Выбрать главу

Люди гибли ежедневно из-за мелочей, на которые не удосуживались обратить внимание. Вот представьте себе: человек чересчур устал, чтобы застегнуть пуленепроницаемый жилет, чересчур устал, чтобы почистить винтовку, чтобы прикрыть ладонями зажженную спичку, чтобы соблюдать обеспечивающие безопасность правила, повсеместно требуемые на войне. Просто чересчур устал, чтобы беспокоиться, и теперь гибнет от этой усталости. Иногда казалось, что обессилела сама война: произошло расслабление эпических размеров, полуобезумевшая военная машина катится куда-то сама по себе в состоянии полной депрессии, питаясь разжиженными остатками прошлогодних сил. Целые дивизии действовали как в кошмарном сне, проводя заумные операции без всякой логической связи с их основной задачей. Однажды я говорил с сержантом, только что приведшим отделение из длительного патрулирования, и только минут пять спустя сообразил, что пленка бессмысленного выражения в его глазах и бессвязные слова объясняются тем, что он погружен в глубокий сон. Сержант стоял, привалившись к стойке бара в клубе для младшего командного состава, с банкой пива в руках и с открытыми глазами, но говорил во сне с воображаемым собеседником. У меня взаправду пошли мурашки по коже — дело было на второй день наступления «Тэт», нашу базу почти полностью окружили, единственная безопасная дорога для отступления была усеяна мертвыми вьетнамцами, информации почти никакой, и сам я усталый и дерганый, как на иголках. Поэтому мне показалось на секунду, что я говорю с мертвецом. Когда я сказал об этом сержанту, он лишь расхохотался и ответил: «Чертовщина какая-то. Да я все время так».
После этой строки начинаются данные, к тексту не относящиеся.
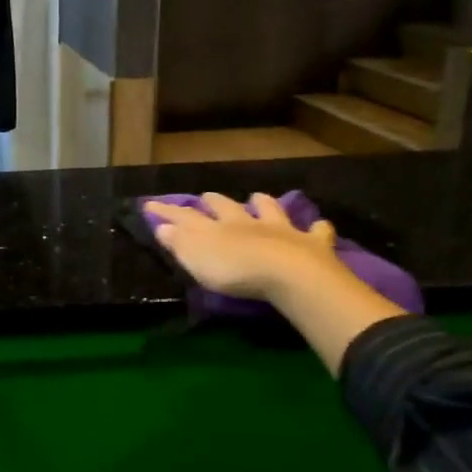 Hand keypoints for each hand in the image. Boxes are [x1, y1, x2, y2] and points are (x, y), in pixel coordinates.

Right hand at [143, 192, 344, 302]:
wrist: (288, 274)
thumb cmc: (235, 270)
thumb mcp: (196, 259)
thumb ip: (178, 242)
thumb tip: (160, 225)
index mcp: (217, 227)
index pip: (185, 216)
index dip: (167, 211)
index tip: (150, 204)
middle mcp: (247, 223)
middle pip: (228, 207)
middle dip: (215, 202)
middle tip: (207, 197)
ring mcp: (280, 231)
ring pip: (270, 210)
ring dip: (264, 204)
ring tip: (259, 197)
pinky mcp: (311, 244)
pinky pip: (316, 232)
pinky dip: (317, 228)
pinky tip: (321, 226) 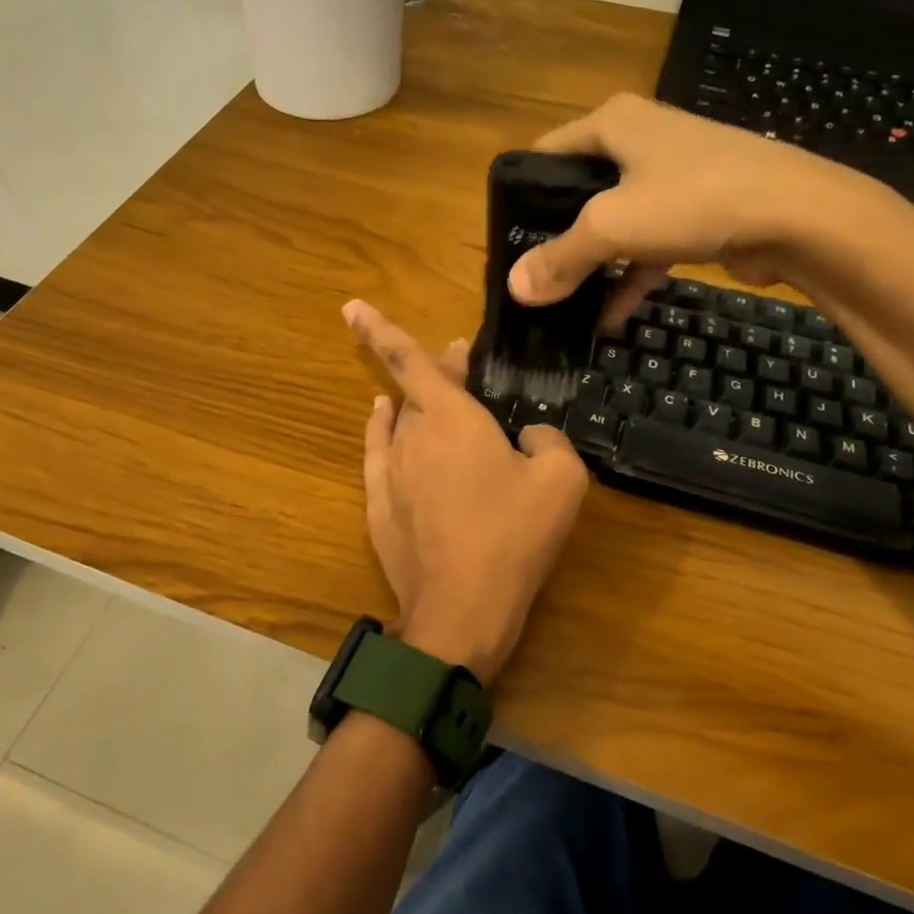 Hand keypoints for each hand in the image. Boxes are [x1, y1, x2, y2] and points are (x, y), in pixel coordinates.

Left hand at [344, 300, 589, 684]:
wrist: (462, 609)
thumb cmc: (514, 536)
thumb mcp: (562, 480)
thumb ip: (548, 441)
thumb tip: (529, 438)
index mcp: (451, 418)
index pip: (411, 360)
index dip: (379, 328)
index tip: (350, 304)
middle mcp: (411, 435)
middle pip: (416, 391)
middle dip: (438, 372)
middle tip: (460, 363)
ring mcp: (390, 472)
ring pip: (400, 423)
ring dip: (418, 406)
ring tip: (438, 400)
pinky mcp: (379, 505)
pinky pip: (378, 454)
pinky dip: (382, 432)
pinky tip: (383, 423)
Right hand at [505, 93, 903, 324]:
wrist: (800, 216)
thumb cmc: (694, 199)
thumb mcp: (611, 226)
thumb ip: (559, 257)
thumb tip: (515, 289)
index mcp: (611, 123)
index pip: (544, 154)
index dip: (520, 196)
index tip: (505, 243)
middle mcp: (638, 139)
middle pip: (577, 191)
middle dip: (554, 238)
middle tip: (530, 278)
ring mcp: (670, 175)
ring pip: (613, 222)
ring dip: (591, 266)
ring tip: (560, 305)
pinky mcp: (696, 210)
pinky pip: (646, 245)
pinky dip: (628, 279)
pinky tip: (607, 320)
Проснувшись как-то ночью, я услышал звуки боя, доносящиеся за несколько километров,— «перестрелки» где-то перед передним краем нашей обороны. Приглушенные расстоянием выстрелы походили на звуки, которые мы испускали, играя в детстве в войну: «кых-кых». Мы знали, что это правдоподобнее звучит, чем «ба-бах», и игра казалась от этого интереснее. И здесь шла игра, только наконец она отбилась от рук и мало кто мог себе позволить играть в нее, кроме нескольких очень уж заядлых игроков. Правила теперь стали жесткими и неуклонными, никаких споров о том, кто пропал, а кто убит. Протест «нечестно» больше во внимание не принимается, а «почему я?» — самый печальный в мире вопрос, на который никто еще не нашел ответа.

«Желаю удачи» — вьетнамский словесный тик. Даже войсковой разведчик, служащий во Вьетнаме третий срок, не забыл хотя бы бросить мне это напутствие, выходя на ночную операцию. Слова его прозвучали отдаленно и сухо, я понимал, что сказал он их с полнейшим безразличием к тому, будет мне сопутствовать удача или нет. Возможно, я даже восхищался его бесстрастностью. Казалось, люди просто не могут заставить себя не говорить этих слов, даже когда хотят на самом деле выразить абсолютно противоположное пожелание: «Чтоб ты сдох, сволочь!» Обычно это пожелание просто произносилось как атавизм отмершего языка, а иногда вылетало по пять раз в одном предложении, подобно знакам препинания. Иногда его выпаливали безразлично с телеграфной скоростью, чтобы подчеркнуть, что выхода нет: «Эх, влипли, ну, удачи тебе». Но иногда эти слова звучали с таким чувством и с такой нежностью, что способны были проникнуть сквозь натянутую на тебя маску — столько любви посреди такой войны! И я тоже каждый день чувствовал себя обязанным пожелать удачи друзьям-журналистам, отправляющимся на операции; солдатам, встреченным на огневых позициях и аэродромах; раненым, убитым и всем виденным мною вьетнамцам, обманутым нами и друг другом. Реже, хотя и более страстно, я желал удачи самому себе, и хотя всегда искренне, но сознавая всю бессмысленность этого. Это все равно, что сказать человеку, выходящему из дома в бурю, чтобы его не замочило. Или все равно, что сказать: «Надеюсь, вас не убьют, не ранят и с вами не случится ничего, что сведет вас с ума». Можно было совершать все ритуальные жесты, носить с собой талисман на счастье, или надевать счастливую тропическую шляпу, или целовать сустав большого пальца, пока он не становился обсосанным, как обкатанный морем голыш, но Неумолимое Таинственное все равно поджидало тебя за дверьми, безжалостно определяя по своей собственной воле, жить тебе дальше или нет. И оставалось сказать лишь одно, что не звучало кондовой банальностью: «Тот, кто получил свое сегодня, уже может не опасаться завтра». А этого-то никто слышать и не хотел.